• What is needed:
Lines holding the word "paths" in the material below: count them and write the number alone.

• Records to process:
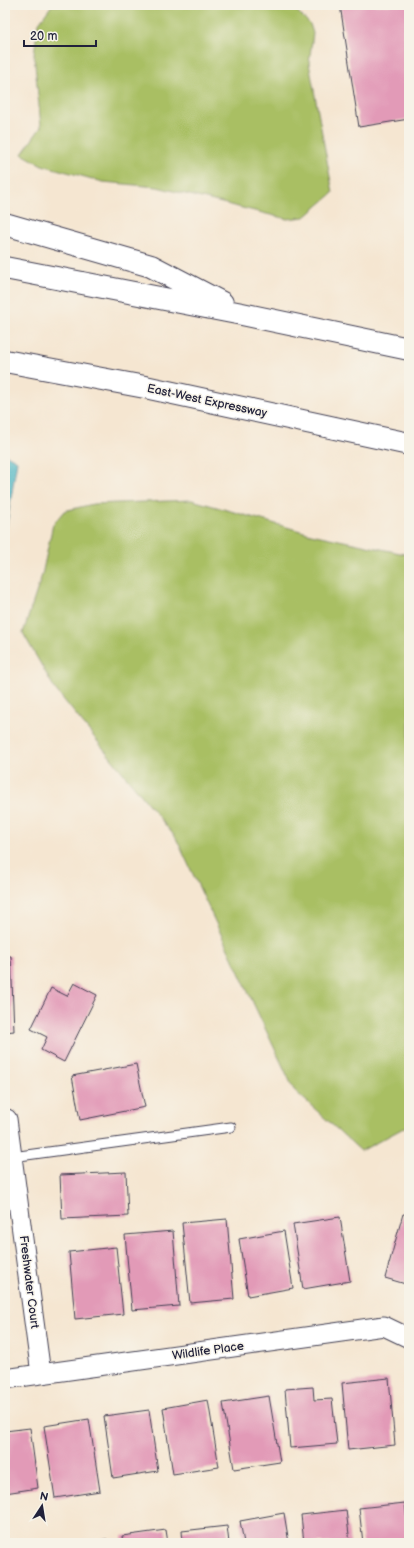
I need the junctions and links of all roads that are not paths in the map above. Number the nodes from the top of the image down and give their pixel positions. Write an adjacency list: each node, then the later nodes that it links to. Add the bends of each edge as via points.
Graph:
1 (5, 224): 3 (highway, via 151,266)
2 (5, 268): 3 (highway)
3 (242, 314): 4 (highway)
4 (409, 349)
5 (5, 361): 6 (highway, East-West Expressway, via 145,387)
6 (409, 444)
7 (7, 1119): 9 (street, Freshwater Court)
8 (232, 1127): 9 (lane)
9 (12, 1157): 11 (street, Freshwater Court)
10 (409, 1338): 11 (street, Wildlife Place, via 384,1326)
11 (41, 1374): 12 (street, Wildlife Place)
12 (5, 1379)

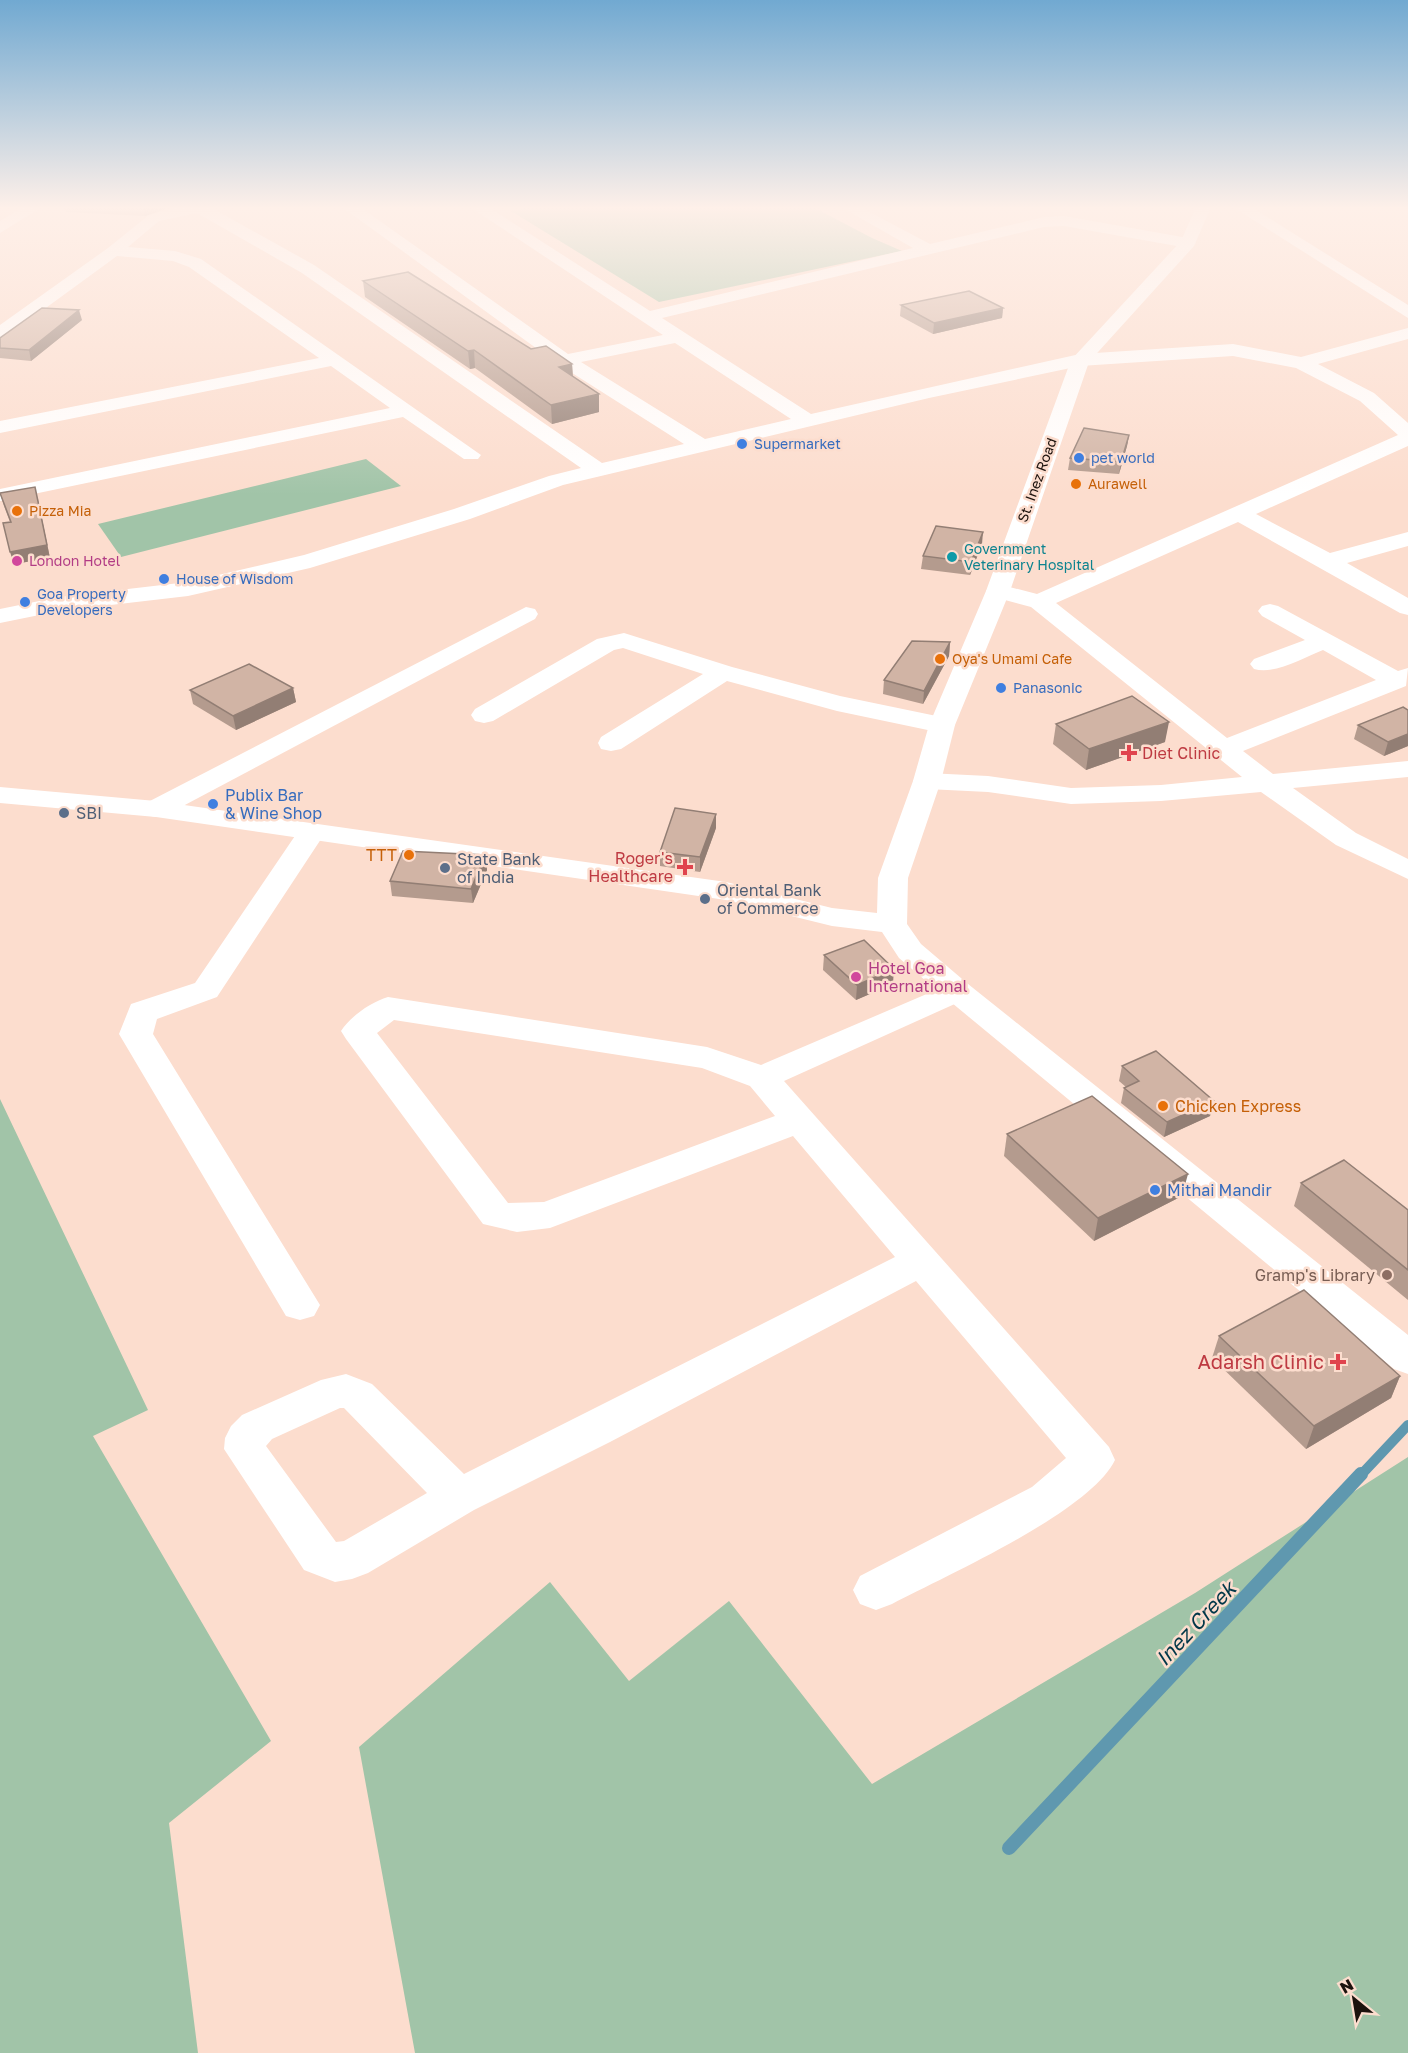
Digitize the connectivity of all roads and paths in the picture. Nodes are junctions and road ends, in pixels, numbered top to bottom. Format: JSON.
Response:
{"nodes":[{"id":1,"x":42,"y":303,"type":"edge"},
{"id":2,"x":253,"y":303,"type":"edge"},
{"id":3,"x":357,"y":303,"type":"edge"},
{"id":4,"x":485,"y":303,"type":"edge"},
{"id":5,"x":628,"y":303,"type":"edge"},
{"id":6,"x":706,"y":303,"type":"edge"},
{"id":7,"x":1135,"y":303,"type":"edge"},
{"id":8,"x":1392,"y":303,"type":"edge"},
{"id":9,"x":1408,"y":313,"type":"edge"},
{"id":10,"x":649,"y":316,"type":"junction"},
{"id":11,"x":0,"y":333,"type":"edge"},
{"id":12,"x":1408,"y":333,"type":"edge"},
{"id":13,"x":678,"y":338,"type":"junction"},
{"id":14,"x":336,"y":360,"type":"junction"},
{"id":15,"x":565,"y":360,"type":"junction"},
{"id":16,"x":1080,"y":360,"type":"junction"},
{"id":17,"x":1301,"y":363,"type":"junction"},
{"id":18,"x":408,"y":410,"type":"junction"},
{"id":19,"x":807,"y":420,"type":"junction"},
{"id":20,"x":0,"y":427,"type":"edge"},
{"id":21,"x":1408,"y":433,"type":"edge"},
{"id":22,"x":1408,"y":438,"type":"edge"},
{"id":23,"x":702,"y":446,"type":"junction"},
{"id":24,"x":471,"y":455,"type":"dead end"},
{"id":25,"x":598,"y":470,"type":"junction"},
{"id":26,"x":0,"y":495,"type":"edge"},
{"id":27,"x":1238,"y":513,"type":"junction"},
{"id":28,"x":1408,"y":539,"type":"edge"},
{"id":29,"x":1327,"y":561,"type":"junction"},
{"id":30,"x":998,"y":591,"type":"junction"},
{"id":31,"x":1040,"y":602,"type":"junction"},
{"id":32,"x":1408,"y":608,"type":"edge"},
{"id":33,"x":2,"y":610,"type":"edge"},
{"id":34,"x":1270,"y":611,"type":"dead end"},
{"id":35,"x":526,"y":614,"type":"dead end"},
{"id":36,"x":1325,"y":641,"type":"junction"},
{"id":37,"x":1263,"y":664,"type":"dead end"},
{"id":38,"x":723,"y":672,"type":"junction"},
{"id":39,"x":1402,"y":679,"type":"edge"},
{"id":40,"x":484,"y":715,"type":"dead end"},
{"id":41,"x":942,"y":725,"type":"junction"},
{"id":42,"x":611,"y":743,"type":"dead end"},
{"id":43,"x":1223,"y":749,"type":"junction"},
{"id":44,"x":1408,"y":769,"type":"edge"},
{"id":45,"x":927,"y":781,"type":"junction"},
{"id":46,"x":1268,"y":783,"type":"junction"},
{"id":47,"x":2,"y":799,"type":"edge"},
{"id":48,"x":156,"y":809,"type":"junction"},
{"id":49,"x":310,"y":832,"type":"junction"},
{"id":50,"x":1408,"y":870,"type":"edge"},
{"id":51,"x":891,"y":924,"type":"junction"},
{"id":52,"x":957,"y":991,"type":"junction"},
{"id":53,"x":762,"y":1078,"type":"junction"},
{"id":54,"x":798,"y":1121,"type":"junction"},
{"id":55,"x":922,"y":1260,"type":"junction"},
{"id":56,"x":300,"y":1305,"type":"dead end"},
{"id":57,"x":1408,"y":1358,"type":"edge"},
{"id":58,"x":459,"y":1497,"type":"junction"},
{"id":59,"x":876,"y":1590,"type":"dead end"}],
"edges":[{"from":1,"to":11,"type":"street"},
{"from":2,"to":14,"type":"street"},
{"from":3,"to":25,"type":"street"},
{"from":4,"to":15,"type":"street"},
{"from":5,"to":10,"type":"street"},
{"from":6,"to":10,"type":"street"},
{"from":7,"to":16,"type":"street","name":"St. Inez Road"},
{"from":8,"to":9,"type":"street"},
{"from":10,"to":13,"type":"street"},
{"from":12,"to":17,"type":"street"},
{"from":13,"to":15,"type":"street"},
{"from":13,"to":19,"type":"street"},
{"from":14,"to":18,"type":"street"},
{"from":14,"to":20,"type":"street"},
{"from":15,"to":23,"type":"street"},
{"from":16,"to":17,"type":"street"},
{"from":16,"to":19,"type":"street"},
{"from":16,"to":30,"type":"street","name":"St. Inez Road"},
{"from":17,"to":21,"type":"street"},
{"from":18,"to":24,"type":"street"},
{"from":18,"to":26,"type":"street"},
{"from":19,"to":23,"type":"street"},
{"from":22,"to":27,"type":"street"},
{"from":23,"to":25,"type":"street"},
{"from":25,"to":33,"type":"street"},
{"from":27,"to":29,"type":"street"},
{"from":27,"to":31,"type":"street"},
{"from":28,"to":29,"type":"street"},
{"from":29,"to":32,"type":"street"},
{"from":30,"to":31,"type":"street"},
{"from":30,"to":41,"type":"street","name":"St. Inez Road"},
{"from":31,"to":43,"type":"street"},
{"from":34,"to":36,"type":"street"},
{"from":35,"to":48,"type":"street"},
{"from":36,"to":37,"type":"street"},
{"from":36,"to":39,"type":"street"},
{"from":38,"to":40,"type":"street"},
{"from":38,"to":41,"type":"street"},
{"from":38,"to":42,"type":"street"},
{"from":39,"to":43,"type":"street"},
{"from":41,"to":45,"type":"street","name":"St. Inez Road"},
{"from":43,"to":46,"type":"street"},
{"from":44,"to":46,"type":"street"},
{"from":45,"to":46,"type":"street"},
{"from":45,"to":51,"type":"street","name":"St. Inez Road"},
{"from":46,"to":50,"type":"street"},
{"from":47,"to":48,"type":"street"},
{"from":48,"to":49,"type":"street"},
{"from":49,"to":51,"type":"street"},
{"from":49,"to":56,"type":"street"},
{"from":51,"to":52,"type":"street"},
{"from":52,"to":53,"type":"street"},
{"from":52,"to":57,"type":"street"},
{"from":53,"to":54,"type":"street"},
{"from":53,"to":54,"type":"street"},
{"from":54,"to":55,"type":"street"},
{"from":55,"to":58,"type":"street"},
{"from":55,"to":59,"type":"street"},
{"from":58,"to":58,"type":"street"}]}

• Solution for this problem:
2